▶ _THE TASK_
Could you copy the records below exactly, leaving out any pictures they include?
MATERIAL PROVIDED section start
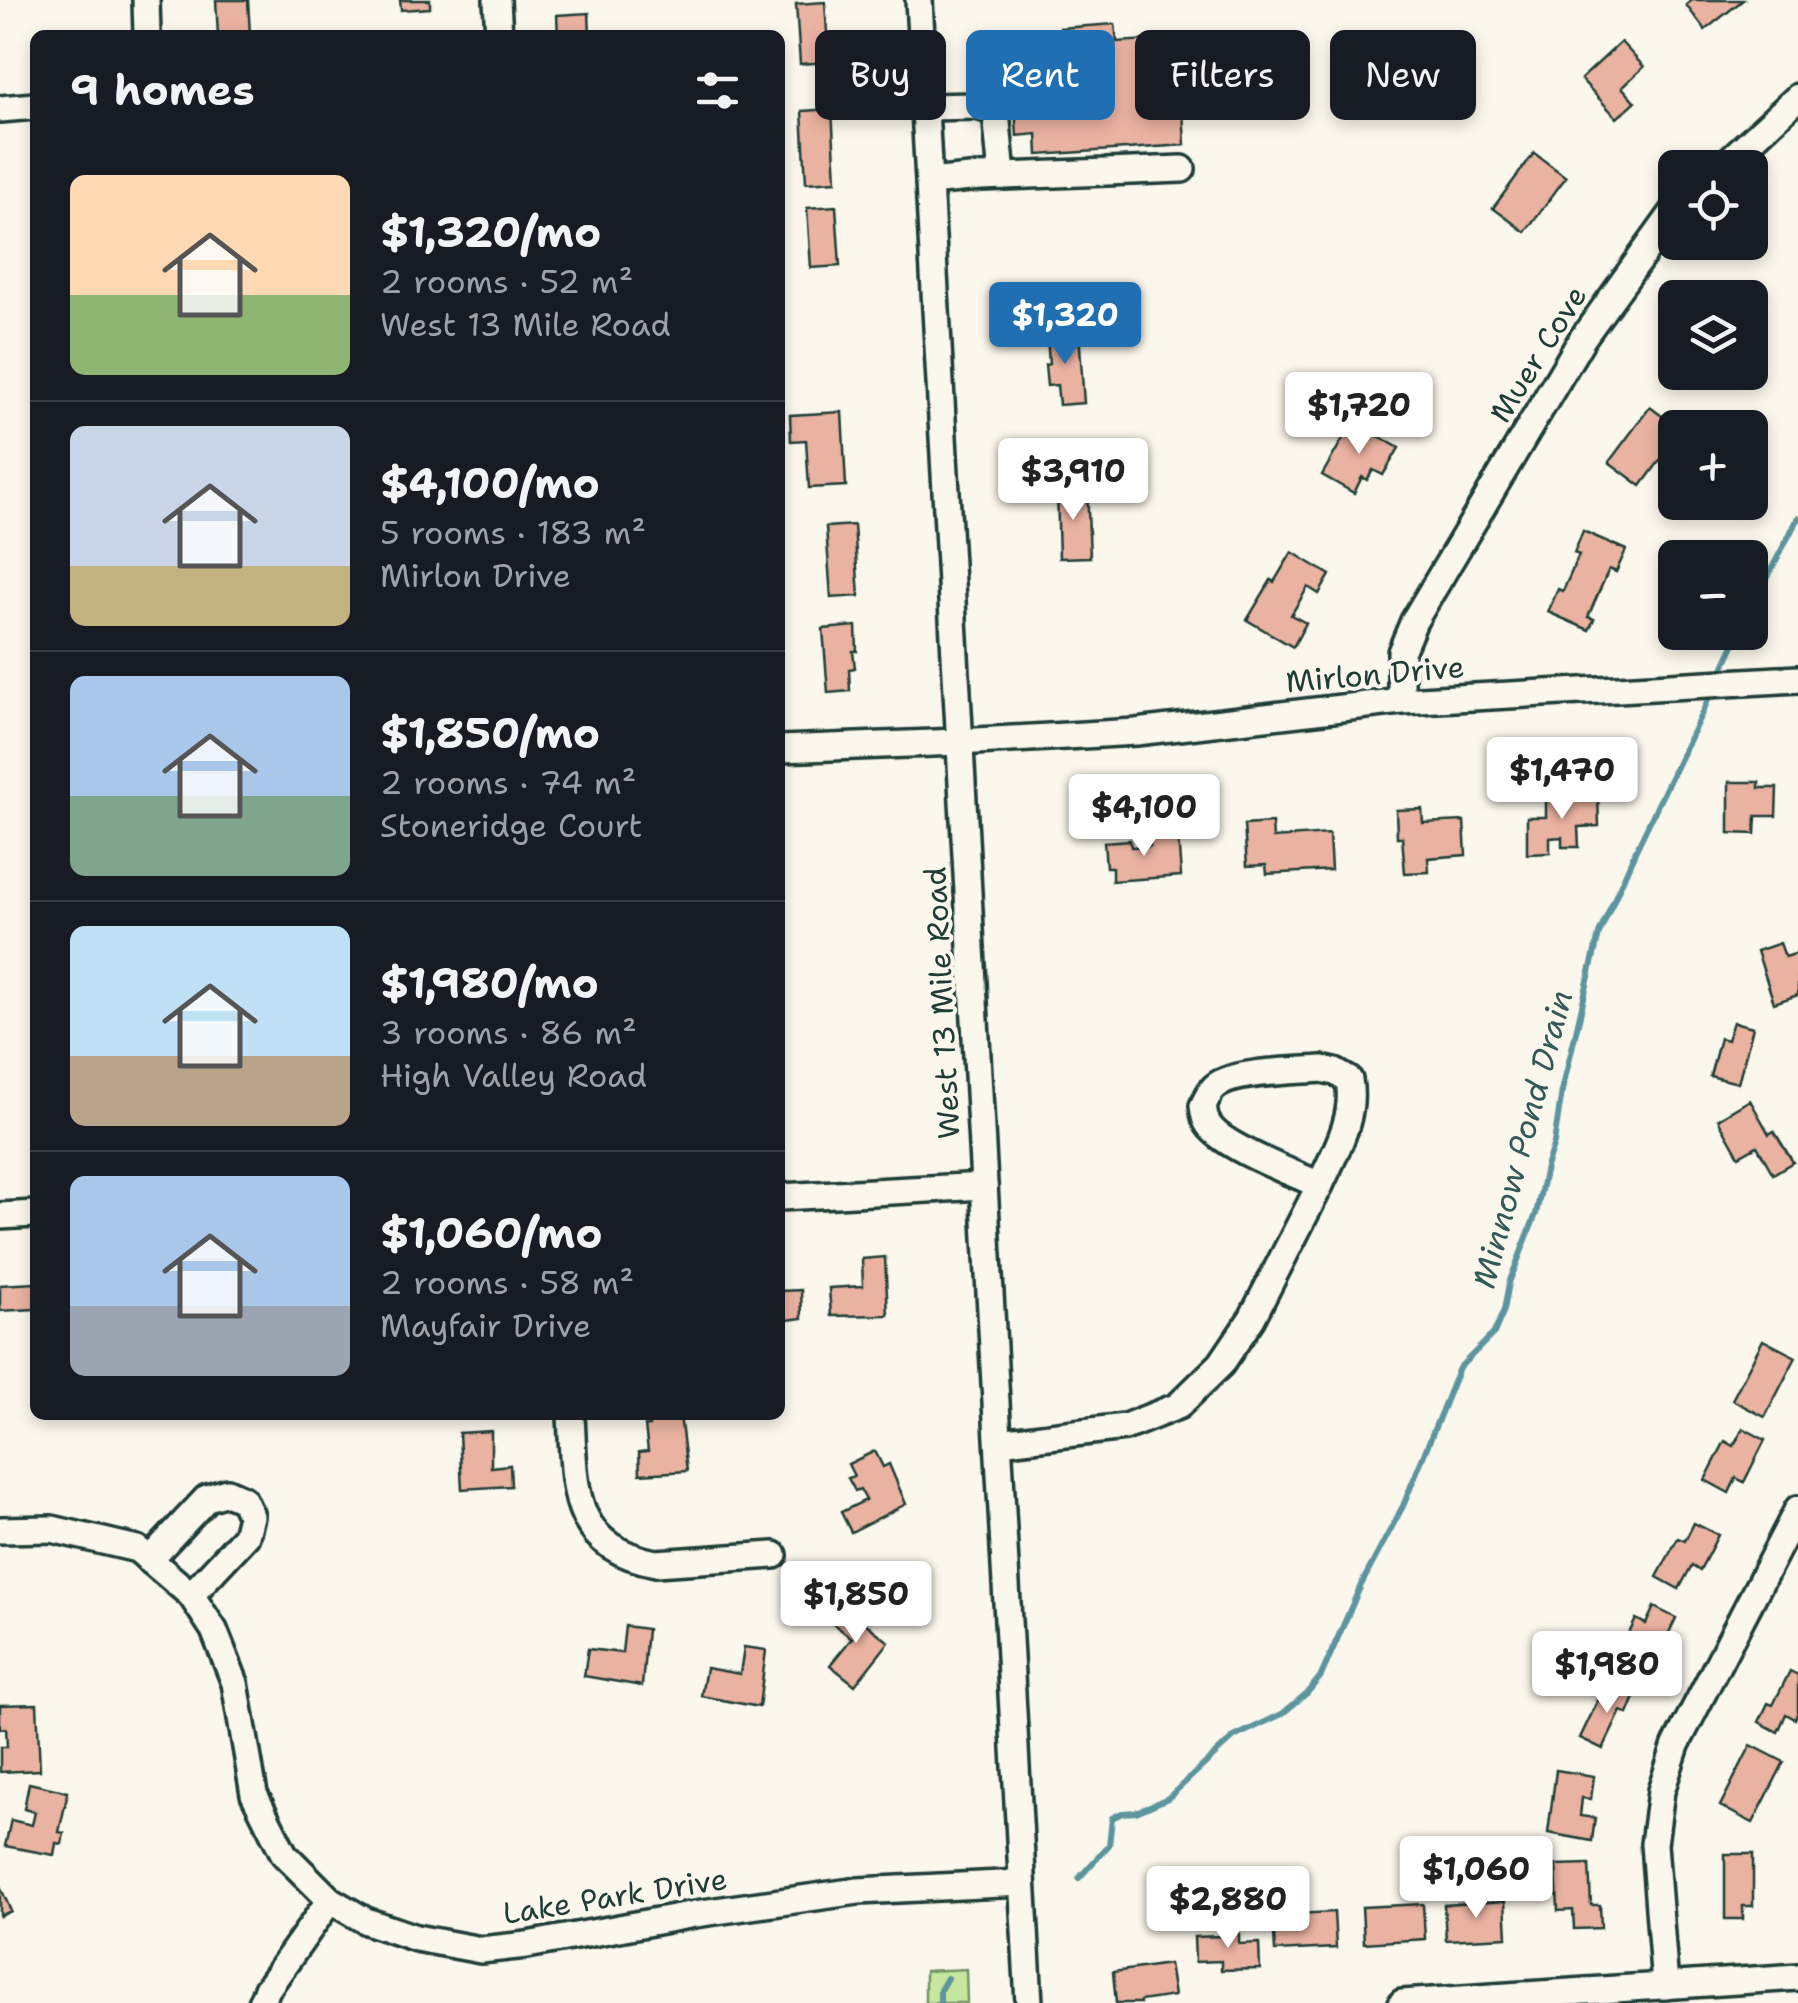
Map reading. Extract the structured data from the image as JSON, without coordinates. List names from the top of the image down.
{
  "streets": {
    "street": [
      "Muer Cove",
      "Mirlon Drive",
      "West 13 Mile Road",
      "Lake Park Drive"
    ]
  },
  "crossings": [
    ["Muer Cove", "Mirlon Drive"],
    ["Mirlon Drive", "West 13 Mile Road"],
    ["West 13 Mile Road", "Lake Park Drive"]
  ],
  "water": ["Minnow Pond Drain"],
  "page": {
    "chip": [
      "Buy",
      "Rent",
      "Filters",
      "New"
    ],
    "heading": "9 homes",
    "map_buttons": ["+", "−"],
    "list": [
      {
        "name": "$1,320/mo",
        "note": "2 rooms · 52 m² · West 13 Mile Road"
      },
      {
        "name": "$4,100/mo",
        "note": "5 rooms · 183 m² · Mirlon Drive"
      },
      {
        "name": "$1,850/mo",
        "note": "2 rooms · 74 m² · Stoneridge Court"
      },
      {
        "name": "$1,980/mo",
        "note": "3 rooms · 86 m² · High Valley Road"
      },
      {
        "name": "$1,060/mo",
        "note": "2 rooms · 58 m² · Mayfair Drive"
      }
    ],
    "price": [
      "$1,320",
      "$1,720",
      "$3,910",
      "$1,470",
      "$4,100",
      "$1,850",
      "$1,980",
      "$1,060",
      "$2,880"
    ]
  }
}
MATERIAL PROVIDED section end
▶ _YOUR SOLUTION_
Map reading. Extract the structured data from the image as JSON, without coordinates. List names from the top of the image down.
{
  "streets": {
    "street": [
      "Muer Cove",
      "Mirlon Drive",
      "West 13 Mile Road",
      "Lake Park Drive"
    ]
  },
  "crossings": [
    ["Muer Cove", "Mirlon Drive"],
    ["Mirlon Drive", "West 13 Mile Road"],
    ["West 13 Mile Road", "Lake Park Drive"]
  ],
  "water": ["Minnow Pond Drain"],
  "page": {
    "chip": [
      "Buy",
      "Rent",
      "Filters",
      "New"
    ],
    "heading": "9 homes",
    "map_buttons": ["+", "−"],
    "list": [
      {
        "name": "$1,320/mo",
        "note": "2 rooms · 52 m² · West 13 Mile Road"
      },
      {
        "name": "$4,100/mo",
        "note": "5 rooms · 183 m² · Mirlon Drive"
      },
      {
        "name": "$1,850/mo",
        "note": "2 rooms · 74 m² · Stoneridge Court"
      },
      {
        "name": "$1,980/mo",
        "note": "3 rooms · 86 m² · High Valley Road"
      },
      {
        "name": "$1,060/mo",
        "note": "2 rooms · 58 m² · Mayfair Drive"
      }
    ],
    "price": [
      "$1,320",
      "$1,720",
      "$3,910",
      "$1,470",
      "$4,100",
      "$1,850",
      "$1,980",
      "$1,060",
      "$2,880"
    ]
  }
}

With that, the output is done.